> Your instructions
Down to the last line, print the data that follows exactly, without its pictures.

> Input material
-------------------------
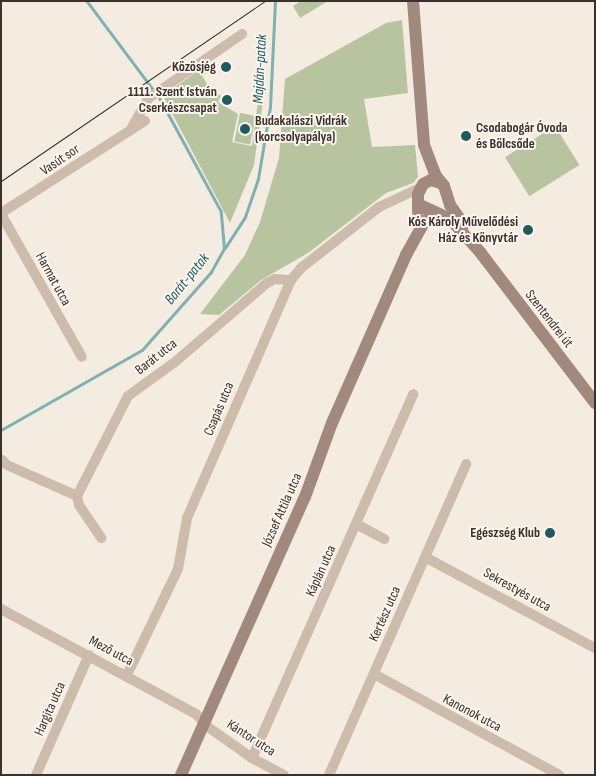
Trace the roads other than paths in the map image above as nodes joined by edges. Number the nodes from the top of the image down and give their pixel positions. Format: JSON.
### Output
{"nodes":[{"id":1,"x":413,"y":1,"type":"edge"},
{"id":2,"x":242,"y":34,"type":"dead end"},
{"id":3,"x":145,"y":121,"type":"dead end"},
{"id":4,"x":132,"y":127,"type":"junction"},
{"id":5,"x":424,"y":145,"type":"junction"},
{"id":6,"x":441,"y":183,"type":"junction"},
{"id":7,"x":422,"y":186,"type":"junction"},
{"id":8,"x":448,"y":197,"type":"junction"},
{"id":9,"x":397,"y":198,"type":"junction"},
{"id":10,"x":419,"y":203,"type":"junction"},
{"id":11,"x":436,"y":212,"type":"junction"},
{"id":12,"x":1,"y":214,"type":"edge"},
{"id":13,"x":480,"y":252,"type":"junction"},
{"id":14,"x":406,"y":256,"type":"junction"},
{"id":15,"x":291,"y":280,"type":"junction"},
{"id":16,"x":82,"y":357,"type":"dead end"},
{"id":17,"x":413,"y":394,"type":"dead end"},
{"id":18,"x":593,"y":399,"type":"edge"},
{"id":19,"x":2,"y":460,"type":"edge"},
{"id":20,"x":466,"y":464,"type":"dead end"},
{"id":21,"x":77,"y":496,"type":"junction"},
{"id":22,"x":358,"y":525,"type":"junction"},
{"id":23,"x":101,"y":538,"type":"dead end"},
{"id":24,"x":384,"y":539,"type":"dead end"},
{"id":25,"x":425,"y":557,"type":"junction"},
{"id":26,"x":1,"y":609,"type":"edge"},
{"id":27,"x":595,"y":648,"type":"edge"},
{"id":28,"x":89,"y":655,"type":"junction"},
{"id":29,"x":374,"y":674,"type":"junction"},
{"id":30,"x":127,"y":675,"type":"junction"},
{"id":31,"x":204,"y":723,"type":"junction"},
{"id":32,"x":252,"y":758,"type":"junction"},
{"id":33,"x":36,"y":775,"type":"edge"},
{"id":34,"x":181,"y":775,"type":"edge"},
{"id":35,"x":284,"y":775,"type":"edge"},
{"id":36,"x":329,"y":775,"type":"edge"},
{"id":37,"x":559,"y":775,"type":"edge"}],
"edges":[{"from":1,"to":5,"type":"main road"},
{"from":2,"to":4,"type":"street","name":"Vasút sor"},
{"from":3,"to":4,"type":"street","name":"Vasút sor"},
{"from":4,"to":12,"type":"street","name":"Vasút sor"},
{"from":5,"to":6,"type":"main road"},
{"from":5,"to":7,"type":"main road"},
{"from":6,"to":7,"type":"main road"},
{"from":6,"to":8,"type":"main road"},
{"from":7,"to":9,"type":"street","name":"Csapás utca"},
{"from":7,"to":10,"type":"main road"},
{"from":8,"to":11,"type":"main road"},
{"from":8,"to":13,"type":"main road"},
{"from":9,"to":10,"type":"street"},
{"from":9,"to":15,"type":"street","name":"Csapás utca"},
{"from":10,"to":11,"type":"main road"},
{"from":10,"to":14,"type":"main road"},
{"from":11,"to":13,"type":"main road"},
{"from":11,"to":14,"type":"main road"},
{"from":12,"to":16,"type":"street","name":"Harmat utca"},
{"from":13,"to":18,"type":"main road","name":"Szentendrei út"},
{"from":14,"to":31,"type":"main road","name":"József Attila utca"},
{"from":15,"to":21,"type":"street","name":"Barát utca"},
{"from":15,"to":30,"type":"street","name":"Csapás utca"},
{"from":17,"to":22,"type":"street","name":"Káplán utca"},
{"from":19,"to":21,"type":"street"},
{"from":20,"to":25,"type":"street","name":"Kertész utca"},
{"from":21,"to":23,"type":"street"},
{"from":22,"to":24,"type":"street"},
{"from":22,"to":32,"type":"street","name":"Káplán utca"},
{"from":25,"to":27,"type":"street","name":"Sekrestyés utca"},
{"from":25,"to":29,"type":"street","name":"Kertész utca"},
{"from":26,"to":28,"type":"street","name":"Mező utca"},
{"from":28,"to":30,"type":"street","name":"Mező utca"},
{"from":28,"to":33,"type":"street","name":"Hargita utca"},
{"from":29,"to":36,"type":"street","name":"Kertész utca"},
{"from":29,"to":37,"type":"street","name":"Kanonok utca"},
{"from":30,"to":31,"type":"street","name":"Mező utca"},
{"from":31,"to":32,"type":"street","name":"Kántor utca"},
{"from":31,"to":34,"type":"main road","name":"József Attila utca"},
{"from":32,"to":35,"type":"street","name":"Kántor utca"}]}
-------------------------
> Task solution
Trace the roads other than paths in the map image above as nodes joined by edges. Number the nodes from the top of the image down and give their pixel positions. Format: JSON.
### Output
{"nodes":[{"id":1,"x":413,"y":1,"type":"edge"},
{"id":2,"x":242,"y":34,"type":"dead end"},
{"id":3,"x":145,"y":121,"type":"dead end"},
{"id":4,"x":132,"y":127,"type":"junction"},
{"id":5,"x":424,"y":145,"type":"junction"},
{"id":6,"x":441,"y":183,"type":"junction"},
{"id":7,"x":422,"y":186,"type":"junction"},
{"id":8,"x":448,"y":197,"type":"junction"},
{"id":9,"x":397,"y":198,"type":"junction"},
{"id":10,"x":419,"y":203,"type":"junction"},
{"id":11,"x":436,"y":212,"type":"junction"},
{"id":12,"x":1,"y":214,"type":"edge"},
{"id":13,"x":480,"y":252,"type":"junction"},
{"id":14,"x":406,"y":256,"type":"junction"},
{"id":15,"x":291,"y":280,"type":"junction"},
{"id":16,"x":82,"y":357,"type":"dead end"},
{"id":17,"x":413,"y":394,"type":"dead end"},
{"id":18,"x":593,"y":399,"type":"edge"},
{"id":19,"x":2,"y":460,"type":"edge"},
{"id":20,"x":466,"y":464,"type":"dead end"},
{"id":21,"x":77,"y":496,"type":"junction"},
{"id":22,"x":358,"y":525,"type":"junction"},
{"id":23,"x":101,"y":538,"type":"dead end"},
{"id":24,"x":384,"y":539,"type":"dead end"},
{"id":25,"x":425,"y":557,"type":"junction"},
{"id":26,"x":1,"y":609,"type":"edge"},
{"id":27,"x":595,"y":648,"type":"edge"},
{"id":28,"x":89,"y":655,"type":"junction"},
{"id":29,"x":374,"y":674,"type":"junction"},
{"id":30,"x":127,"y":675,"type":"junction"},
{"id":31,"x":204,"y":723,"type":"junction"},
{"id":32,"x":252,"y":758,"type":"junction"},
{"id":33,"x":36,"y":775,"type":"edge"},
{"id":34,"x":181,"y":775,"type":"edge"},
{"id":35,"x":284,"y":775,"type":"edge"},
{"id":36,"x":329,"y":775,"type":"edge"},
{"id":37,"x":559,"y":775,"type":"edge"}],
"edges":[{"from":1,"to":5,"type":"main road"},
{"from":2,"to":4,"type":"street","name":"Vasút sor"},
{"from":3,"to":4,"type":"street","name":"Vasút sor"},
{"from":4,"to":12,"type":"street","name":"Vasút sor"},
{"from":5,"to":6,"type":"main road"},
{"from":5,"to":7,"type":"main road"},
{"from":6,"to":7,"type":"main road"},
{"from":6,"to":8,"type":"main road"},
{"from":7,"to":9,"type":"street","name":"Csapás utca"},
{"from":7,"to":10,"type":"main road"},
{"from":8,"to":11,"type":"main road"},
{"from":8,"to":13,"type":"main road"},
{"from":9,"to":10,"type":"street"},
{"from":9,"to":15,"type":"street","name":"Csapás utca"},
{"from":10,"to":11,"type":"main road"},
{"from":10,"to":14,"type":"main road"},
{"from":11,"to":13,"type":"main road"},
{"from":11,"to":14,"type":"main road"},
{"from":12,"to":16,"type":"street","name":"Harmat utca"},
{"from":13,"to":18,"type":"main road","name":"Szentendrei út"},
{"from":14,"to":31,"type":"main road","name":"József Attila utca"},
{"from":15,"to":21,"type":"street","name":"Barát utca"},
{"from":15,"to":30,"type":"street","name":"Csapás utca"},
{"from":17,"to":22,"type":"street","name":"Káplán utca"},
{"from":19,"to":21,"type":"street"},
{"from":20,"to":25,"type":"street","name":"Kertész utca"},
{"from":21,"to":23,"type":"street"},
{"from":22,"to":24,"type":"street"},
{"from":22,"to":32,"type":"street","name":"Káplán utca"},
{"from":25,"to":27,"type":"street","name":"Sekrestyés utca"},
{"from":25,"to":29,"type":"street","name":"Kertész utca"},
{"from":26,"to":28,"type":"street","name":"Mező utca"},
{"from":28,"to":30,"type":"street","name":"Mező utca"},
{"from":28,"to":33,"type":"street","name":"Hargita utca"},
{"from":29,"to":36,"type":"street","name":"Kertész utca"},
{"from":29,"to":37,"type":"street","name":"Kanonok utca"},
{"from":30,"to":31,"type":"street","name":"Mező utca"},
{"from":31,"to":32,"type":"street","name":"Kántor utca"},
{"from":31,"to":34,"type":"main road","name":"József Attila utca"},
{"from":32,"to":35,"type":"street","name":"Kántor utca"}]}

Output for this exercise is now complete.